┌──
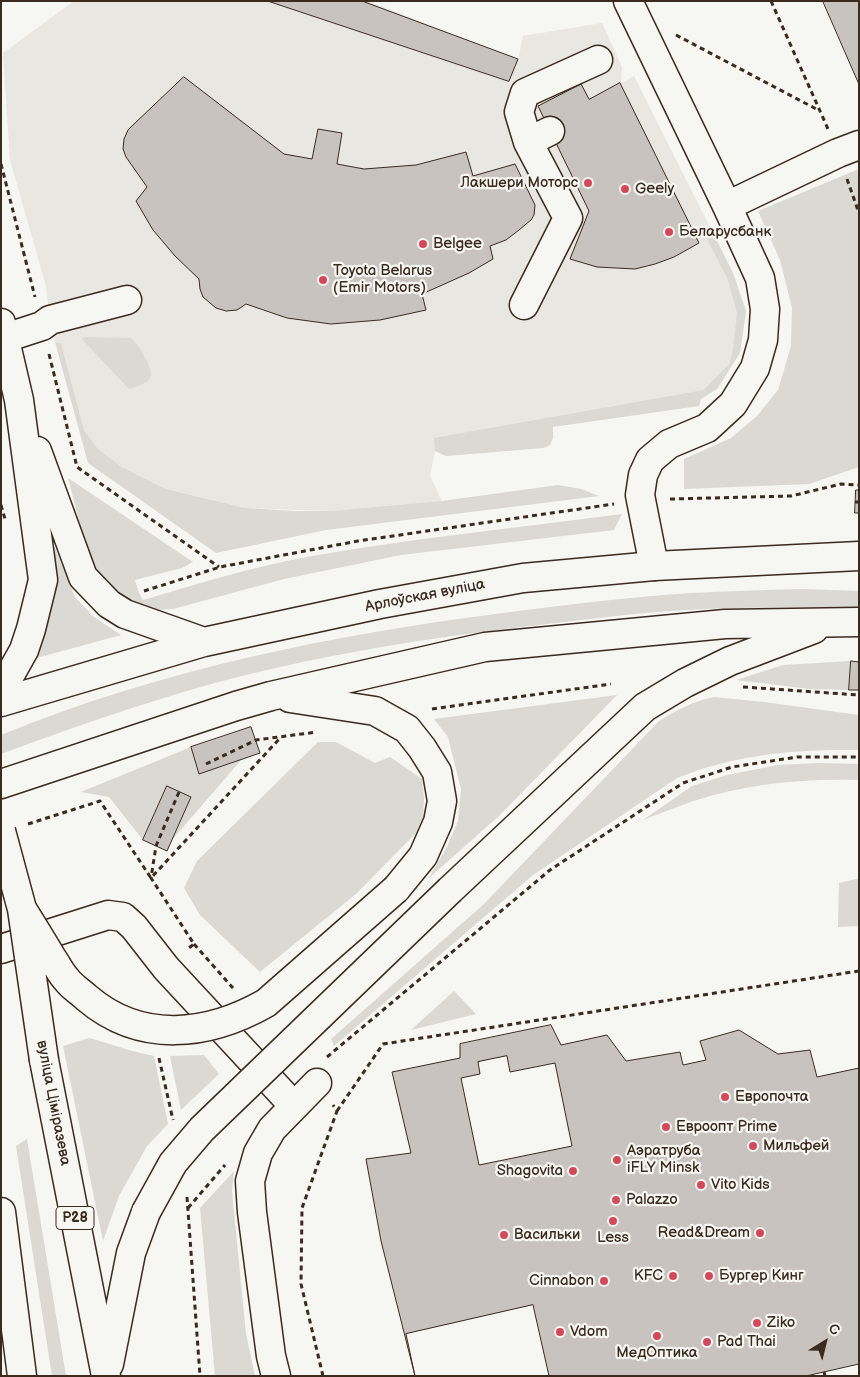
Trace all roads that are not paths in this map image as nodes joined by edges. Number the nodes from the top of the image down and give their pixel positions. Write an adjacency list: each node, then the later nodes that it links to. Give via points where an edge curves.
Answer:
1 (630, 7): 4 (main road)
2 (598, 60): 6 (main road, via 525,93 519,112 539,136 576,220)
3 (849, 149): 4 (main road)
4 (727, 206): 10 (main road, via 760,278 765,309 763,340 755,368 733,404 707,428 669,444 650,460 643,475 641,500)
5 (127, 300): 7 (main road, via 50,320 42,326)
6 (524, 305)
7 (3, 330): 8 (main road)
8 (19, 400): 12 (main road, via 83,577 125,614); 13 (main road, via 43,580 24,650 10,675)
9 (859, 556): 10 (main road, Арлоўская вуліца)
10 (654, 566): 12 (main road, Арлоўская вуліца, via 523,578 380,604)
11 (848, 622): 14 (main road, via 725,624 485,647); 24 (main road, bridge, via 730,661 646,706 202,1129 173,1163 146,1212 131,1253)
12 (204, 642): 15 (main road, Арлоўская вуліца)
13 (1, 683)
14 (271, 696): 16 (main road); 18 (main road, bridge, via 375,711 407,729 437,772 442,801 438,822 422,856 396,889 266,1003 244,1015 198,1029 154,1029 127,1022 98,1008 67,981)
15 (1, 702)
16 (4, 783)
17 (10, 829): 18 (main road, вуліца Ціміразева / Р28, bridge)
18 (22, 909): 24 (main road, вуліца Ціміразева / Р28, bridge, via 44,1060)
19 (1, 949): 21 (main road, via 108,915 123,917)
20 (317, 1083): 21 (main road)
21 (294, 1106): 25 (main road, via 272,1129 258,1153 250,1181)
22 (1, 1212): 23 (main road)
23 (22, 1376)
24 (107, 1376)
25 (276, 1376)

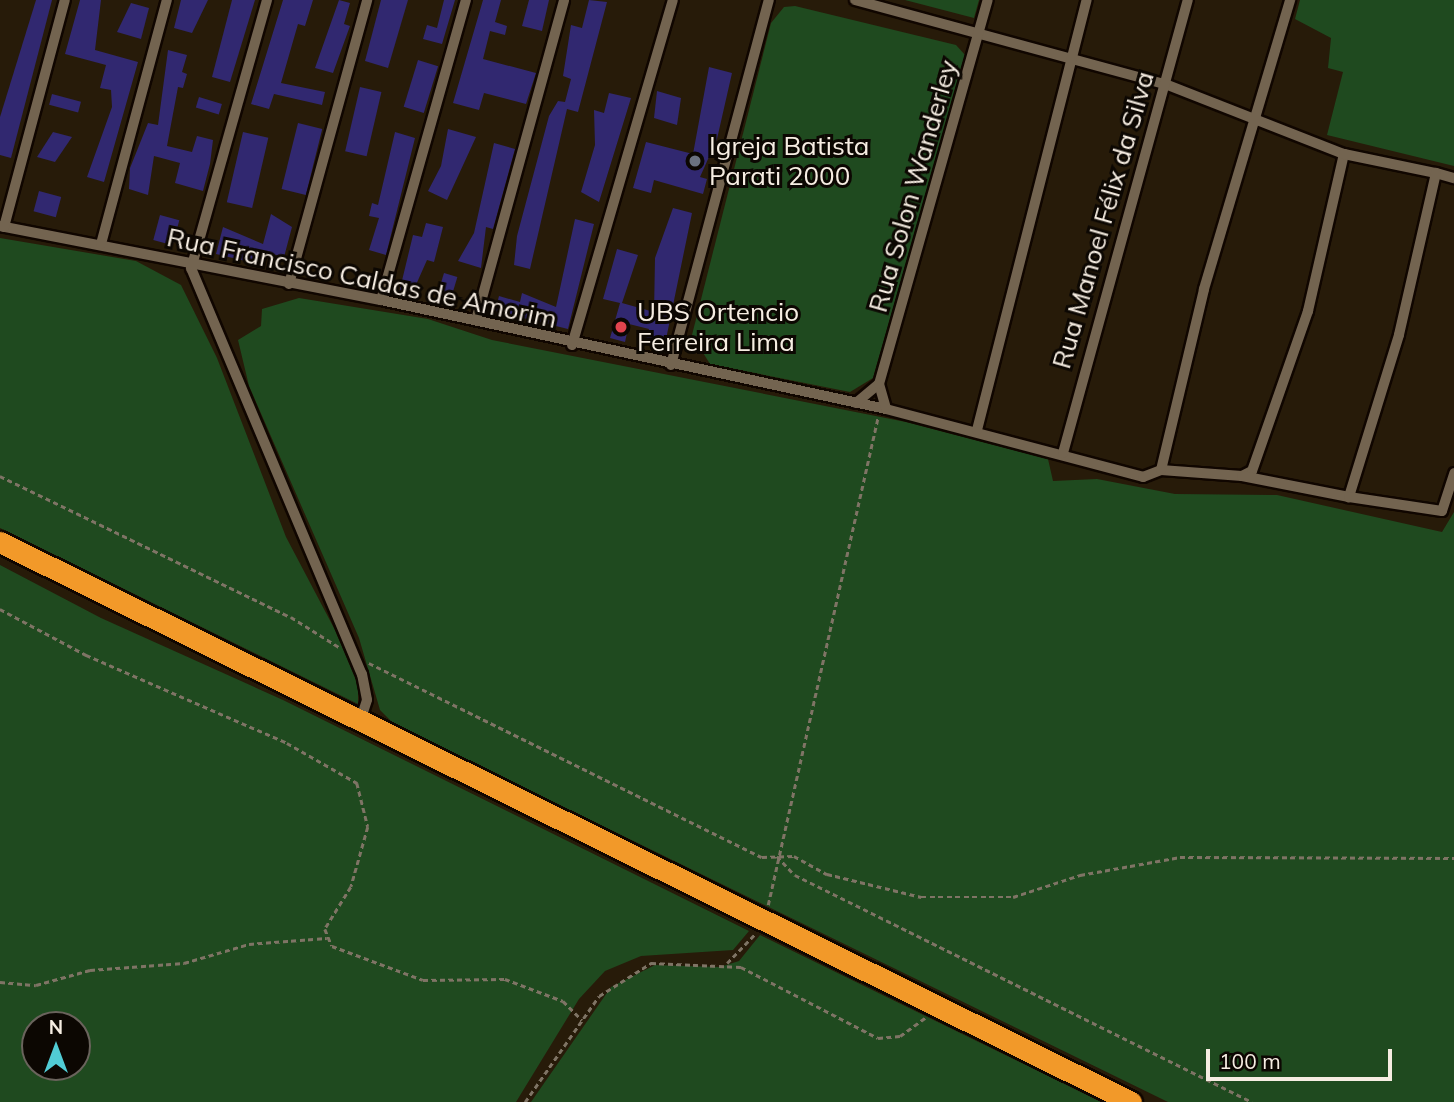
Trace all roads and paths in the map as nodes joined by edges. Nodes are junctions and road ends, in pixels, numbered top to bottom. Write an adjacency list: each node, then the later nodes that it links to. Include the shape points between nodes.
1 (65, 0): 21 (street)
2 (167, 0): 22 (street)
3 (267, 0): 23 (street)
4 (367, 0): 24 (street)
5 (466, 0): 25 (street)
6 (564, 0): 26 (street)
7 (673, 0): 27 (street)
8 (769, 0): 28 (street)
9 (855, 0): 14 (street)
10 (989, 0): 14 (street, Rua Solon Wanderley)
11 (1087, 0): 15 (street)
12 (1188, 0): 16 (street, Rua Manoel Félix da Silva)
13 (1290, 0): 17 (street)
14 (980, 34): 15 (street); 29 (street, Rua Solon Wanderley)
15 (1070, 59): 16 (street); 32 (street)
16 (1165, 85): 17 (street); 33 (street, Rua Manoel Félix da Silva)
17 (1255, 121): 18 (street); 34 (street, via 1204,289)
18 (1344, 154): 19 (street); 37 (street, via 1308,310 1261,450)
19 (1436, 173): 20 (street); 38 (street, via 1399,335)
20 (1454, 178)
21 (2, 227): 22 (street, Rua Francisco Caldas de Amorim)
22 (101, 244): 23 (street, Rua Francisco Caldas de Amorim)
23 (191, 268): 24 (street, Rua Francisco Caldas de Amorim); 41 (street)
24 (289, 284): 25 (street, Rua Francisco Caldas de Amorim)
25 (381, 300): 26 (street, Rua Francisco Caldas de Amorim)
26 (476, 320): 27 (street, Rua Francisco Caldas de Amorim)
27 (572, 345): 28 (street, Rua Francisco Caldas de Amorim)
28 (671, 366): 30 (street, Rua Francisco Caldas de Amorim)
29 (879, 384): 30 (street); 31 (street)
30 (856, 403): 31 (street, Rua Francisco Caldas de Amorim)
31 (884, 409): 32 (street, Rua Francisco Caldas de Amorim); 43 (path, via 853,509 827,657)
32 (977, 430): 33 (street, Rua Francisco Caldas de Amorim)
33 (1063, 453): 34 (street, Rua Francisco Caldas de Amorim, via 1143,478)
34 (1161, 471): 37 (street, Rua Francisco Caldas de Amorim)
35 (1454, 472): 38 (street, Rua Francisco Caldas de Amorim, via 1442,511)
36 (0, 476): 41 (path, via 291,617)
37 (1242, 476): 38 (street, Rua Francisco Caldas de Amorim)
38 (1349, 497)
39 (0, 542): 42 (highway)
40 (0, 610): 46 (path, via 86,655 287,743 357,783 368,827 351,887 325,929)
41 (354, 656): 42 (street, via 366,692); 43 (path, via 762,857)
42 (361, 718): 45 (highway)
43 (777, 856): 44 (path, via 794,856 827,874 949,899 1032,893 1080,876 1180,857); 45 (path); 53 (path, via 794,875)
44 (1454, 858)
45 (765, 921): 47 (path); 49 (highway)
46 (327, 938): 48 (path, via 249,944 184,963 90,970 36,985); 50 (path, via 404,976 505,979 563,1001)
47 (727, 963): 49 (path, via 878,1038 900,1036); 50 (path, via 646,965 610,985)
48 (0, 982)
49 (939, 1008): 52 (highway)
50 (582, 1020): 51 (path)
51 (524, 1102)
52 (1131, 1102)
53 (1252, 1102)

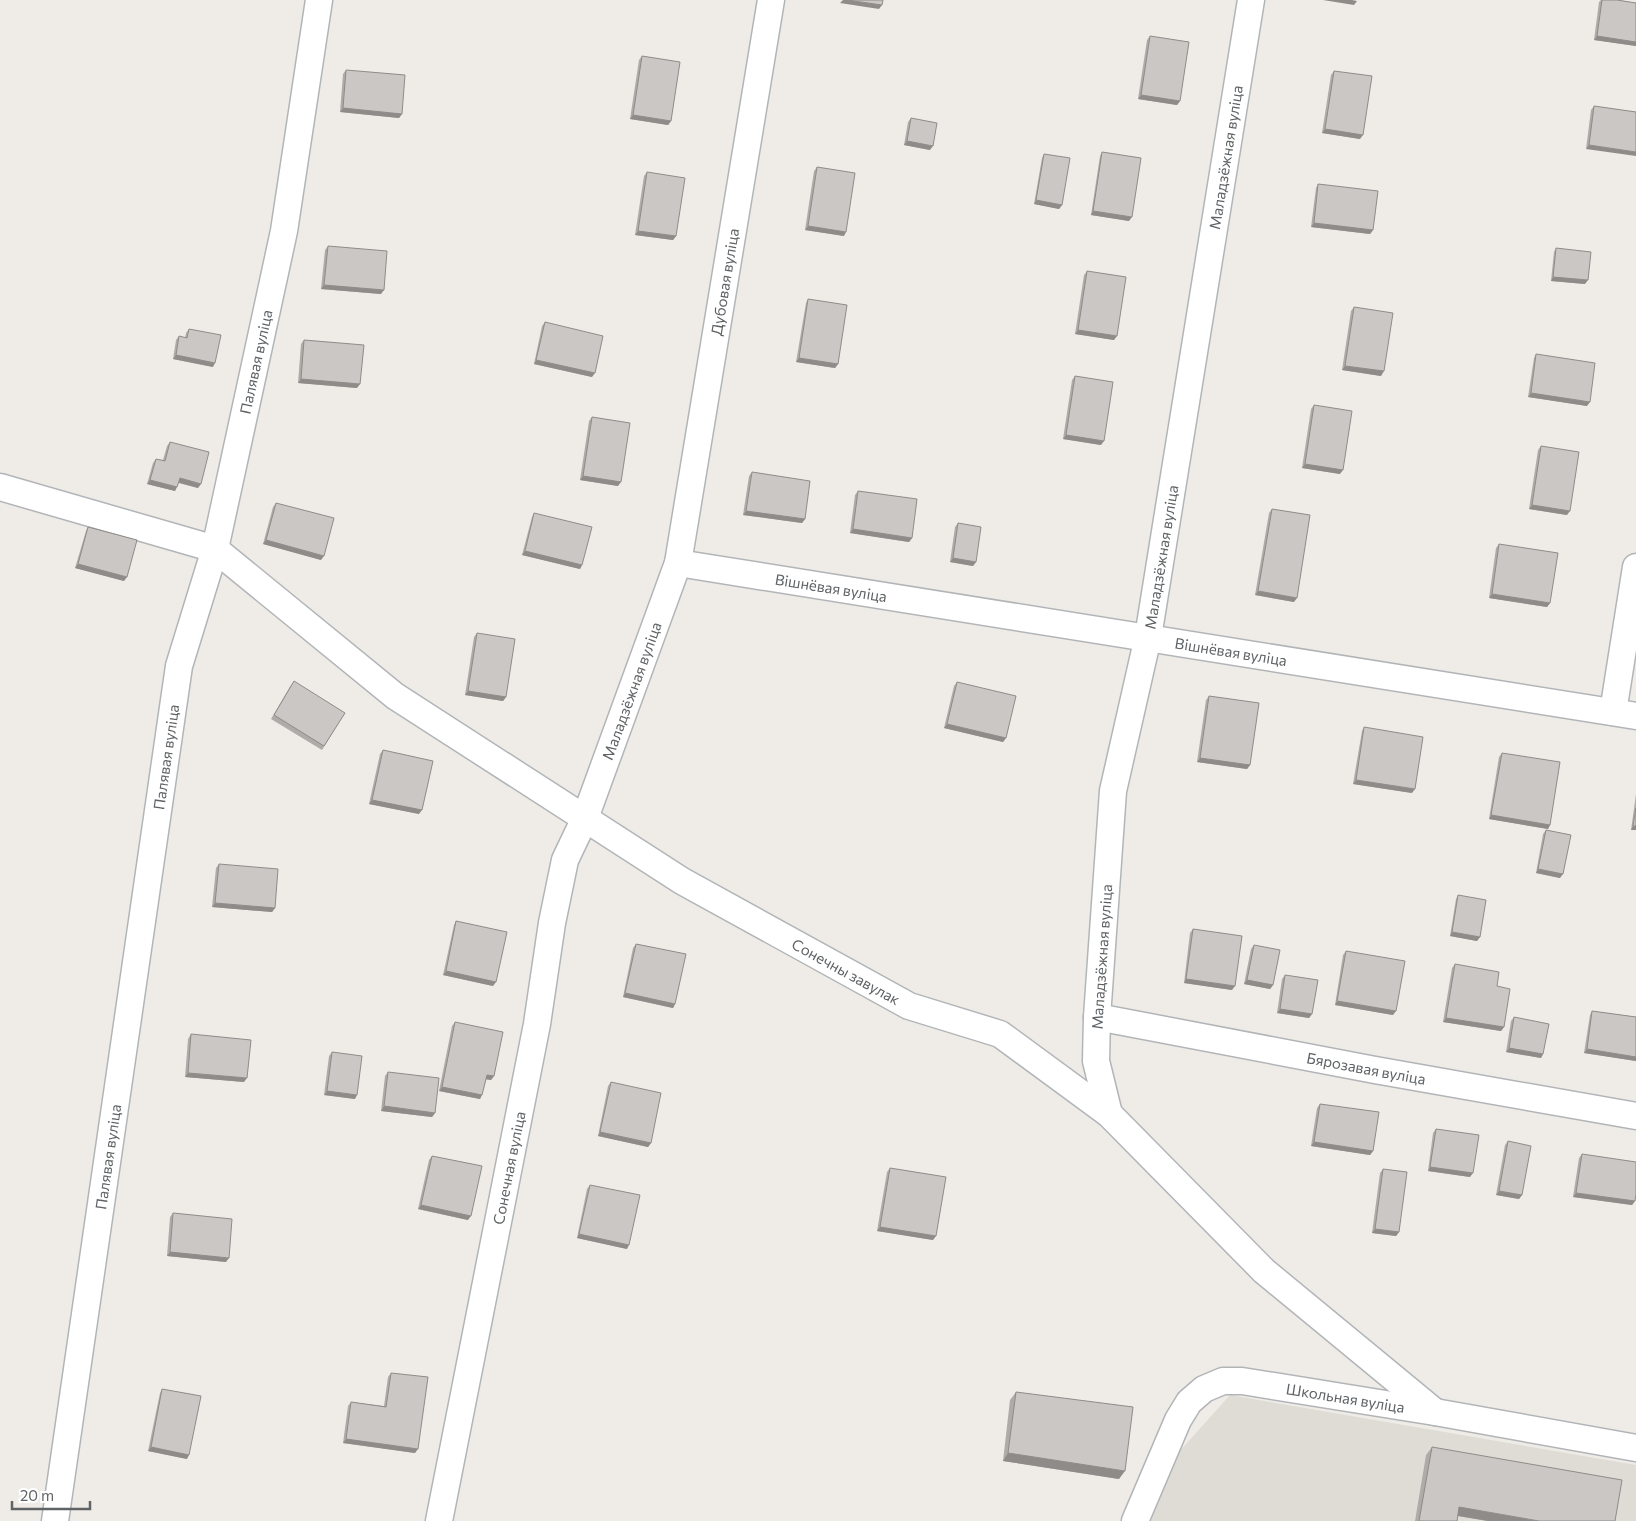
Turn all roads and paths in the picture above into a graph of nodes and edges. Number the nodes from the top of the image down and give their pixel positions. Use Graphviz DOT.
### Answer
graph roads {
  1 [pos="319,0"];
  2 [pos="771,0"];
  3 [pos="1251,0"];
  4 [pos="0,487"];
  5 [pos="214,549"];
  6 [pos="678,563"];
  7 [pos="1636,567"];
  8 [pos="1148,637"];
  9 [pos="1624,714"];
  10 [pos="585,818"];
  11 [pos="1097,1016"];
  12 [pos="1109,1114"];
  13 [pos="1636,1116"];
  14 [pos="1435,1412"];
  15 [pos="1636,1448"];
  16 [pos="55,1521"];
  17 [pos="439,1521"];
  18 [pos="1135,1521"];
  1 -- 5 [label="street, Палявая вуліца"];
  2 -- 6 [label="street, Дубовая вуліца"];
  3 -- 8 [label="street, Маладзёжная вуліца"];
  4 -- 5 [label="street"];
  5 -- 10 [label="street, Сонечны завулак"];
  5 -- 16 [label="street, Палявая вуліца"];
  6 -- 8 [label="street, Вішнёвая вуліца"];
  6 -- 10 [label="street, Маладзёжная вуліца"];
  7 -- 9 [label="street"];
  8 -- 9 [label="street, Вішнёвая вуліца"];
  8 -- 11 [label="street, Маладзёжная вуліца"];
  10 -- 12 [label="street, Сонечны завулак"];
  10 -- 17 [label="street, Сонечная вуліца"];
  11 -- 12 [label="street, Маладзёжная вуліца"];
  11 -- 13 [label="street, Бярозавая вуліца"];
  12 -- 14 [label="street, Сонечны завулак"];
  14 -- 15 [label="street, Школьная вуліца"];
  14 -- 18 [label="street, Школьная вуліца"];
}
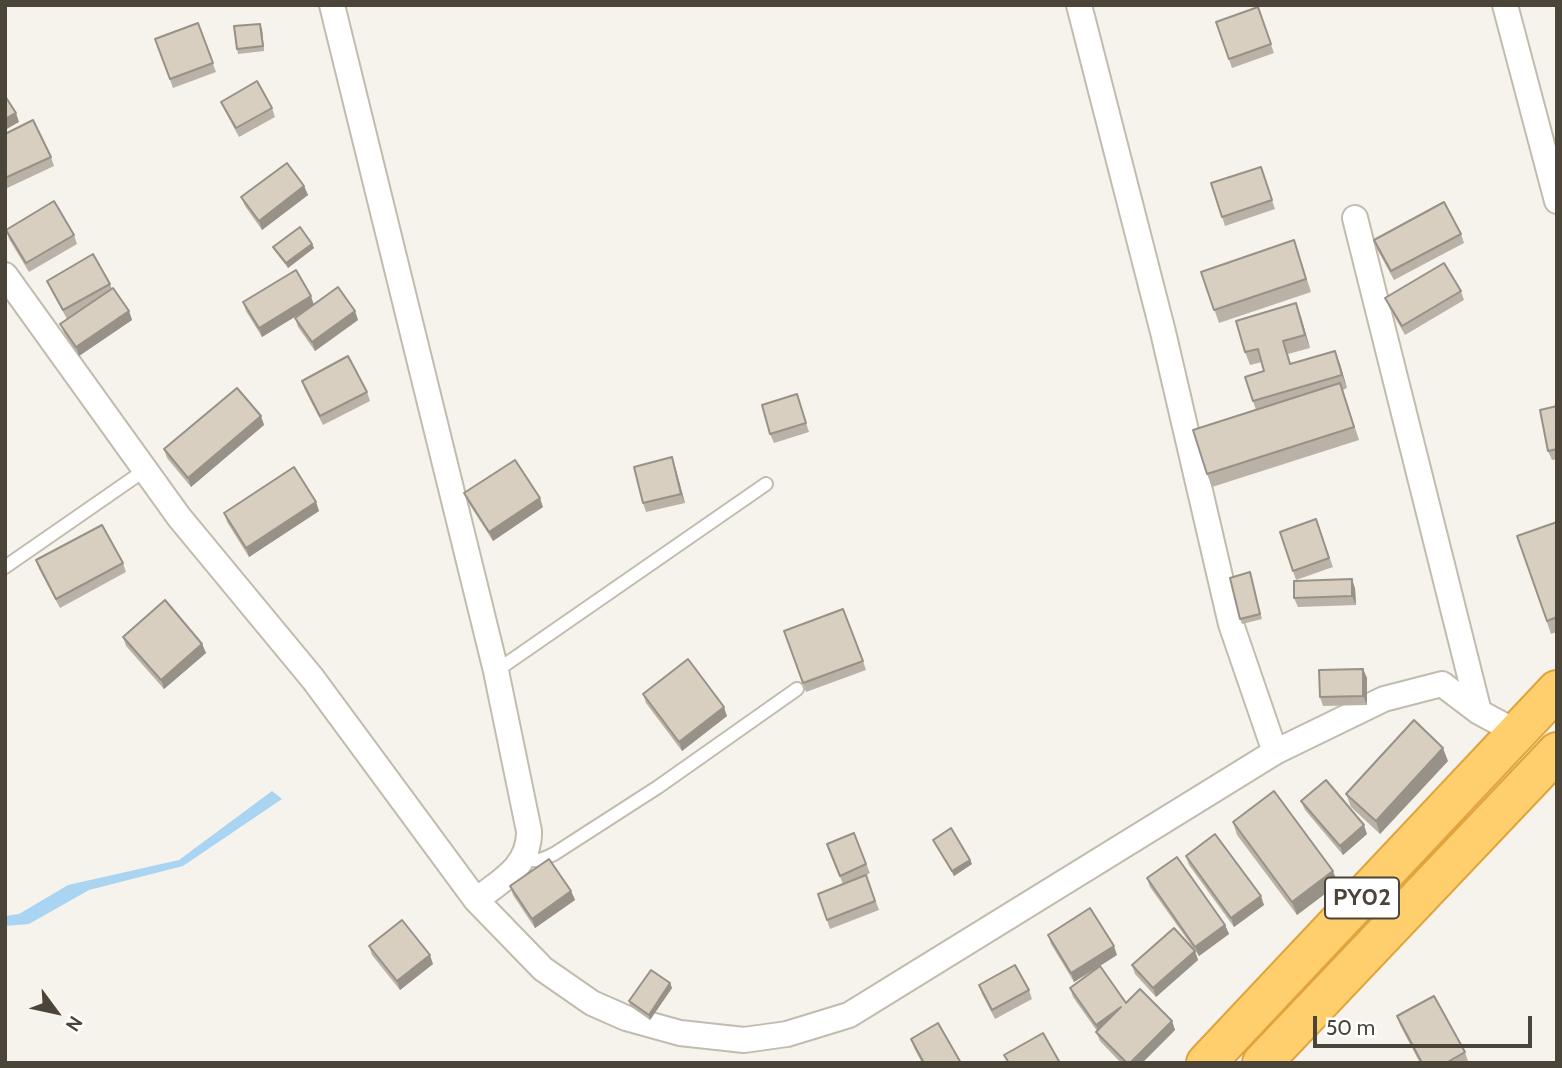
└──
TASK TO CARRY OUT
From the records above, return each line that has the string "Сонечны".

OUTPUT FOR THIS TASK
  5 -- 10 [label="street, Сонечны завулак"];
  10 -- 12 [label="street, Сонечны завулак"];
  12 -- 14 [label="street, Сонечны завулак"];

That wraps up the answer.